The saddest news of the week for NFL fans was the torn ACL for Houston Texans quarteback Deshaun Watson. And though initial reports had it that Watson tore his ACL in a non-contact moment during practice on Thursday, the damage may in fact have happened or was set in motion during the fourth quarter of Houston’s 41-38 loss to the Seattle Seahawks last Sunday.
With the Seahawks leading Houston 27-24, Seahawks defensive end Frank Clark jumped over Texans running back Lamar Miller and rolled up on Watson, who immediately grabbed his right knee on the play. Watson finished the game, didn't complain about the injury after it, and did not get treatment on it last week, per sources.
Doctors and physical trainers who reviewed Clark's hit on Watson said the quarterback planted and then went to an internal rotation of his femur with stress on his knee -- the makings of an ACL injury.
"I can't be 100 percent sure," one doctor said of the chances that Watson tore his ACL against Seattle, "but I wouldn't be surprised. Something happened as he grabbed his knee. And if you look at it in slow motion, one mechanism of injury is there."
This was actually first suggested here by Field Gulls reader Acert93 in the comment section on Thursday.
Watson was well on his way to winning Offensive Rookie of the Year after throwing 19 touchdowns in his first seven games, an NFL record. He had over 400 yards passing and four touchdowns in the Texans’ loss that ultimately ended up as his final game of the season. Prior to the game, I had heard both excitement from Houston fans about his rookie season (obviously) and expressions of caution based on rookie seasons like that of Robert Griffin III.
Griffin won Offensive Rookie of the Year in 2012 over Seattle quarterback Russell Wilson and Indianapolis Colts quarterback Andrew Luck. He then tore his ACL in a wild card playoff game against the Seahawks that season and never fully recovered. Griffin played in five games for the Cleveland Browns last season (he’s the only quarterback to win a game for the Browns in the last two years) but is currently unemployed. Luck, coincidentally, is also not playing at all in 2017; reports are that his shoulder issue dates back to a game against the Tennessee Titans in 2015.
There is also the case of Tony Romo, who broke a bone in his back when sacked by Cliff Avril in the 2016 preseason, basically marking the end of his career as well.
There is of course a lot of hope that Watson — who tore his ACL while enrolled at Clemson and recovered in five months, leading them to back-to-back national championship game appearances — will come back next season as strong as ever. It is unfortunate regardless of when it happened, but it just so happens that it may have been against the Seahawks, just as RGIII’s was.

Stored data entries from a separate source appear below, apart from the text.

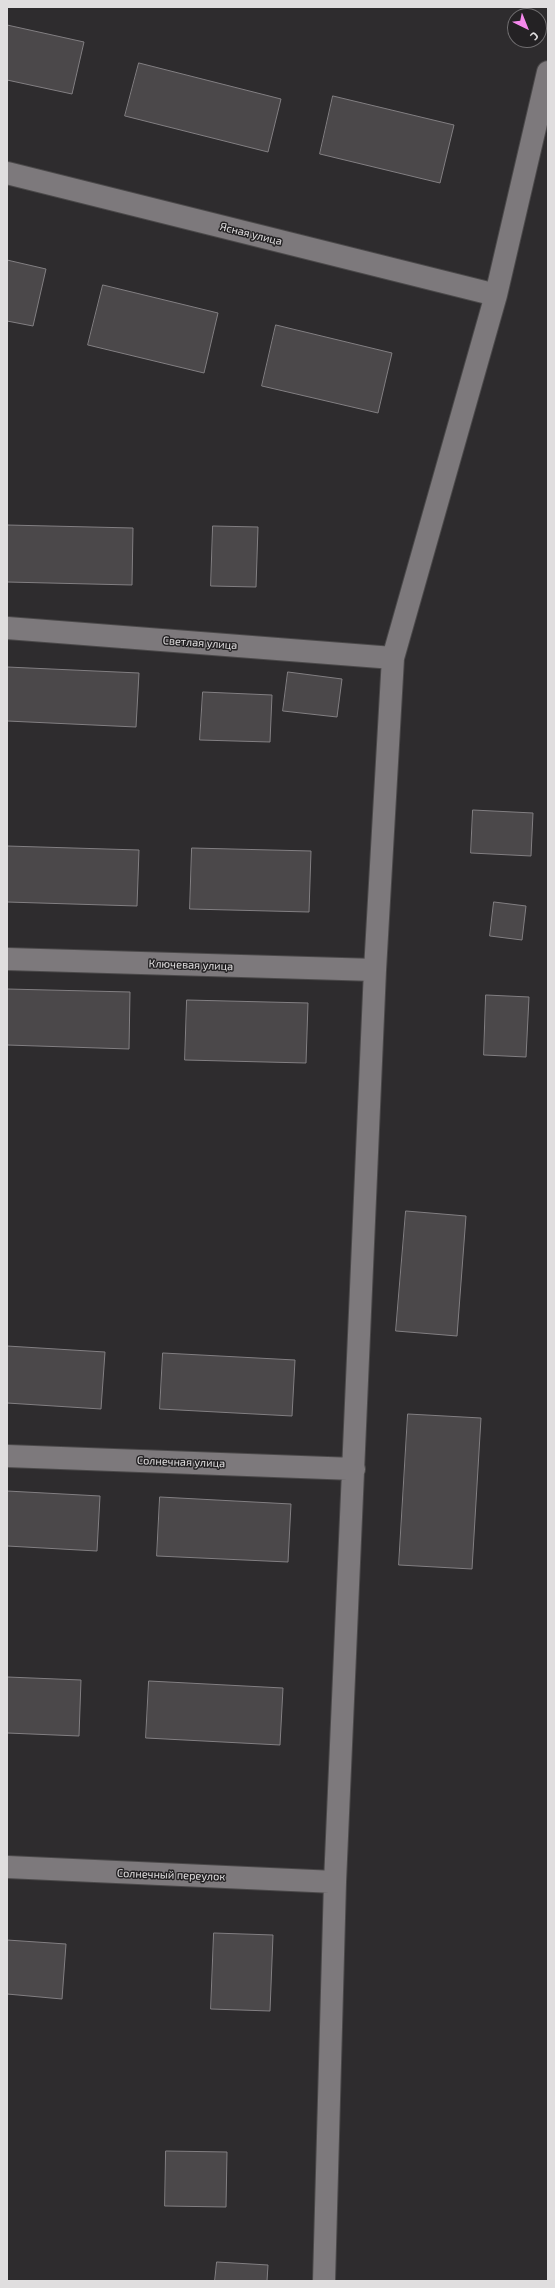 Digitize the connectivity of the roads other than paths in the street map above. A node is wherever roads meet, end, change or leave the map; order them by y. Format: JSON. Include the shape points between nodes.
{"nodes":[{"id":1,"x":548,"y":72,"type":"edge"},
{"id":2,"x":7,"y":172,"type":"edge"},
{"id":3,"x":496,"y":295,"type":"junction"},
{"id":4,"x":7,"y":628,"type":"edge"},
{"id":5,"x":394,"y":658,"type":"junction"},
{"id":6,"x":7,"y":959,"type":"edge"},
{"id":7,"x":375,"y":970,"type":"junction"},
{"id":8,"x":7,"y":1456,"type":"edge"},
{"id":9,"x":354,"y":1469,"type":"junction"},
{"id":10,"x":7,"y":1867,"type":"edge"},
{"id":11,"x":335,"y":1882,"type":"junction"},
{"id":12,"x":324,"y":2281,"type":"edge"}],
"edges":[{"from":1,"to":3,"type":"street"},
{"from":2,"to":3,"type":"street","name":"Ясная улица"},
{"from":3,"to":5,"type":"street"},
{"from":4,"to":5,"type":"street","name":"Светлая улица"},
{"from":5,"to":7,"type":"street"},
{"from":6,"to":7,"type":"street","name":"Ключевая улица"},
{"from":7,"to":9,"type":"street"},
{"from":8,"to":9,"type":"street","name":"Солнечная улица"},
{"from":9,"to":11,"type":"street"},
{"from":10,"to":11,"type":"street","name":"Солнечный переулок"},
{"from":11,"to":12,"type":"street"}]} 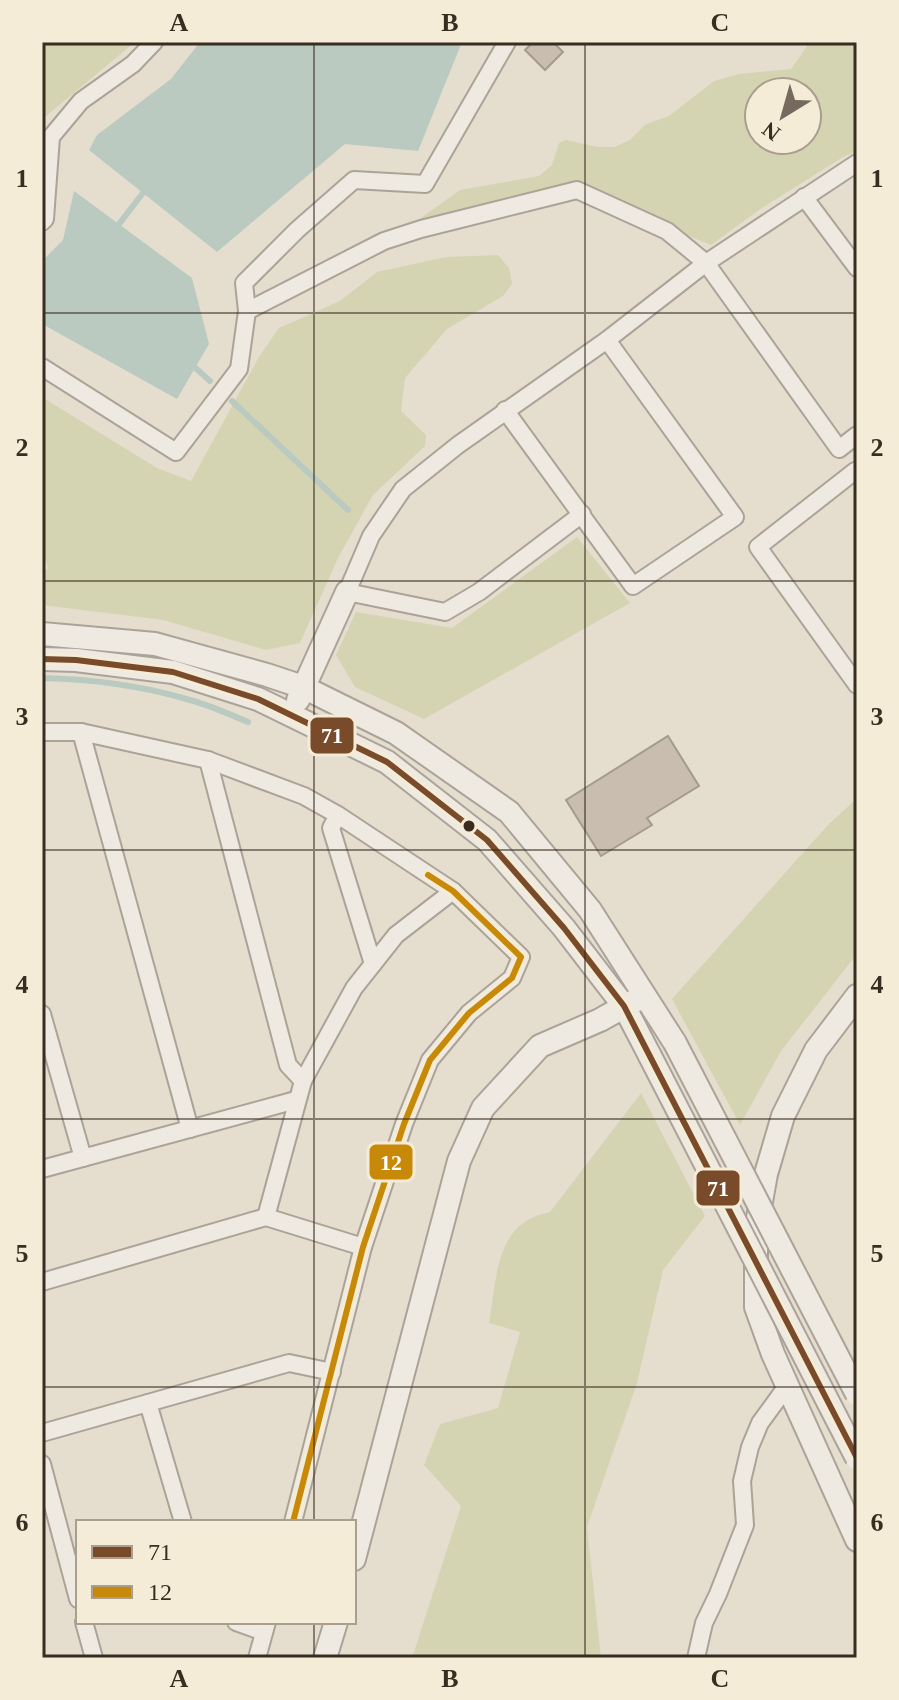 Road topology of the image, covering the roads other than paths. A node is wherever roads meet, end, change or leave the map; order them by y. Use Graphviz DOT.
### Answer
graph roads {
  1 [pos="154,42"];
  2 [pos="507,42"];
  3 [pos="857,163"];
  4 [pos="804,197"];
  5 [pos="42,222"];
  6 [pos="706,263"];
  7 [pos="857,268"];
  8 [pos="247,311"];
  9 [pos="607,340"];
  10 [pos="42,367"];
  11 [pos="505,410"];
  12 [pos="857,435"];
  13 [pos="857,474"];
  14 [pos="582,514"];
  15 [pos="347,592"];
  16 [pos="42,634"];
  17 [pos="42,659"];
  18 [pos="857,685"];
  19 [pos="303,687"];
  20 [pos="292,716"];
  21 [pos="42,732"];
  22 [pos="81,732"];
  23 [pos="208,760"];
  24 [pos="338,815"];
  25 [pos="453,891"];
  26 [pos="373,964"];
  27 [pos="646,995"];
  28 [pos="857,996"];
  29 [pos="624,1006"];
  30 [pos="42,1014"];
  31 [pos="303,1081"];
  32 [pos="296,1100"];
  33 [pos="190,1129"];
  34 [pos="83,1158"];
  35 [pos="42,1169"];
  36 [pos="266,1217"];
  37 [pos="363,1247"];
  38 [pos="42,1282"];
  39 [pos="332,1372"];
  40 [pos="787,1386"];
  41 [pos="857,1394"];
  42 [pos="148,1403"];
  43 [pos="42,1433"];
  44 [pos="857,1458"];
  45 [pos="42,1464"];
  46 [pos="182,1520"];
  47 [pos="294,1520"];
  48 [pos="857,1540"];
  49 [pos="356,1551"];
  50 [pos="76,1592"];
  51 [pos="85,1624"];
  52 [pos="335,1624"];
  53 [pos="265,1627"];
  54 [pos="94,1658"];
  55 [pos="257,1658"];
  56 [pos="325,1658"];
  57 [pos="696,1658"];
  1 -- 5 [label="street"];
  2 -- 8 [label="street"];
  3 -- 4 [label="street"];
  4 -- 6 [label="street"];
  4 -- 7 [label="street"];
  6 -- 8 [label="street"];
  6 -- 9 [label="street"];
  6 -- 12 [label="street"];
  8 -- 10 [label="street"];
  9 -- 11 [label="street"];
  9 -- 14 [label="street"];
  11 -- 14 [label="street"];
  11 -- 15 [label="street"];
  13 -- 18 [label="street"];
  14 -- 15 [label="street"];
  15 -- 19 [label="street"];
  16 -- 19 [label="street"];
  17 -- 20 [label="street"];
  19 -- 20 [label="street"];
  19 -- 27 [label="street"];
  20 -- 29 [label="street"];
  21 -- 22 [label="street"];
  22 -- 23 [label="street"];
  22 -- 33 [label="street"];
  23 -- 24 [label="street"];
  23 -- 31 [label="street"];
  24 -- 25 [label="street"];
  24 -- 26 [label="street"];
  25 -- 26 [label="street"];
  25 -- 37 [label="street"];
  26 -- 31 [label="street"];
  27 -- 29 [label="street"];
  27 -- 41 [label="street, bridge"];
  28 -- 40 [label="street"];
  29 -- 44 [label="street, bridge"];
  29 -- 49 [label="street"];
  30 -- 34 [label="street"];
  31 -- 32 [label="street"];
  32 -- 33 [label="street"];
  32 -- 36 [label="street"];
  33 -- 34 [label="street"];
  34 -- 35 [label="street"];
  36 -- 37 [label="street"];
  36 -- 38 [label="street"];
  37 -- 39 [label="street"];
  39 -- 42 [label="street"];
  39 -- 47 [label="street"];
  40 -- 48 [label="street"];
  40 -- 57 [label="street"];
  42 -- 43 [label="street"];
  42 -- 46 [label="street"];
  45 -- 50 [label="street"];
  51 -- 54 [label="street"];
  52 -- 56 [label="street"];
  53 -- 55 [label="street"];
}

Let’s hope that Watson never has to play for the Browns though.
Update, 11:33 AM PST
Resident Twitter doctor and former Chargers team physician Dr. David Chao finds it highly unlikely that Watson tore his ACL prior to Thursday.

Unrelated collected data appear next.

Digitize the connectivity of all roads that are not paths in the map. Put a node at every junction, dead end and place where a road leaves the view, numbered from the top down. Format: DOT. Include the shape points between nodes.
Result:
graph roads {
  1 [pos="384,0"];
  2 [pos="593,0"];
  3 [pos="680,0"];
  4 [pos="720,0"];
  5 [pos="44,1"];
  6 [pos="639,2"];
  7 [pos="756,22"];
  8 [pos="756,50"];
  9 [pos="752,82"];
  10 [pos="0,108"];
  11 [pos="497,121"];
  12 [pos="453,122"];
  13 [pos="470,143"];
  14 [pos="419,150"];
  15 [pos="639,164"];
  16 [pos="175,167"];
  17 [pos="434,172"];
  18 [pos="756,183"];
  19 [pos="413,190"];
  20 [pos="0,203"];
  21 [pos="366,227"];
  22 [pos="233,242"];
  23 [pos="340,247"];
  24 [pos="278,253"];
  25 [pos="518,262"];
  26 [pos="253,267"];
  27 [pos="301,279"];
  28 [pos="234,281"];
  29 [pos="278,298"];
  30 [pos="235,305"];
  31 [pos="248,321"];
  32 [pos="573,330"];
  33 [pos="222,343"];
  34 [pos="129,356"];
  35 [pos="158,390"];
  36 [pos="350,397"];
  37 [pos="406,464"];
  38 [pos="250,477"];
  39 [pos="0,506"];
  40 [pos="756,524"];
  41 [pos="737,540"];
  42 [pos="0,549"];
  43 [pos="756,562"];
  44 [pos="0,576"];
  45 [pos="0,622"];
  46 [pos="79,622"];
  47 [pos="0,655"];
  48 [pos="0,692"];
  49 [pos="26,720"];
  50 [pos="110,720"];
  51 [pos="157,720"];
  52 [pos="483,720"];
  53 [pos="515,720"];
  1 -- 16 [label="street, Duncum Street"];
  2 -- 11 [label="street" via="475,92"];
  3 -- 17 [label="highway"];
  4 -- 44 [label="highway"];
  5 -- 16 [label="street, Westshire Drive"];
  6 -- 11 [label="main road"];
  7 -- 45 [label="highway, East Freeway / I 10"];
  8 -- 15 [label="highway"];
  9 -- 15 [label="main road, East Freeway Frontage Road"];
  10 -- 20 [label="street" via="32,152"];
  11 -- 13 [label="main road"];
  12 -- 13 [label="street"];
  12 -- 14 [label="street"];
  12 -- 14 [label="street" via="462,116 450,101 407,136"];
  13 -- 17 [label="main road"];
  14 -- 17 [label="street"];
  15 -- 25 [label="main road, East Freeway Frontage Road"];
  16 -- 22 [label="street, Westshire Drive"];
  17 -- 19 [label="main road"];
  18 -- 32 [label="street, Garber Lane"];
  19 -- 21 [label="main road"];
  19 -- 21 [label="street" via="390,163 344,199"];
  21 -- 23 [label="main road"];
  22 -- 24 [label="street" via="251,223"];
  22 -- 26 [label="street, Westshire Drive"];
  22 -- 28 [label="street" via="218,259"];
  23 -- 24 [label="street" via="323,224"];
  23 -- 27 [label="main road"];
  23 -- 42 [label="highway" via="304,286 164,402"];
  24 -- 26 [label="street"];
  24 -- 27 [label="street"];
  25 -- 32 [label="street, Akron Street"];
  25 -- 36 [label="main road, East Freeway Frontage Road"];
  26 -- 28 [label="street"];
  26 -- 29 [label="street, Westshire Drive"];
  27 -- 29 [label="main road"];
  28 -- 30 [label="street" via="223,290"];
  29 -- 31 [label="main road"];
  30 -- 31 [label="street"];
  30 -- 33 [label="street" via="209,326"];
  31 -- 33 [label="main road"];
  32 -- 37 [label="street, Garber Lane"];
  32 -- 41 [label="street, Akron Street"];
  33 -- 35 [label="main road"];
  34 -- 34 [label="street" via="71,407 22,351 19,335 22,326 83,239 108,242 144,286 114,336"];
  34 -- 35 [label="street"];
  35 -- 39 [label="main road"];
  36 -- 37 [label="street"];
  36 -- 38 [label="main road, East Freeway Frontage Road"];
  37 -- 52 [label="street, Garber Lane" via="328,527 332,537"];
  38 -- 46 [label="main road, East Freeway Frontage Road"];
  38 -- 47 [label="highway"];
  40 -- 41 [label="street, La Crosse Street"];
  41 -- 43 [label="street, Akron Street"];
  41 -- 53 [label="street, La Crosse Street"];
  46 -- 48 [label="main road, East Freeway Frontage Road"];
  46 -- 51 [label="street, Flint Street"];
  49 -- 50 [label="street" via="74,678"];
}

No one can be 100 percent sure by video, but to me, neither play looked to injure his ACL.
It would be almost unheard of for Watson to not have had both knees checked by a team doctors after the game since he was rolled up on his lead (left) leg. And there is virtually no chance Texans head team physician Dr. Walter Lowe, a leading ACL specialist, would have missed an ACL tear.
Perhaps people are searching for explanations where none are needed.
Yes, the reports are that Watson suffered the injury Thursday while going less than full speed in a non-contact play. That may seem too innocuous, but it is absolutely consistent with an ACL injury.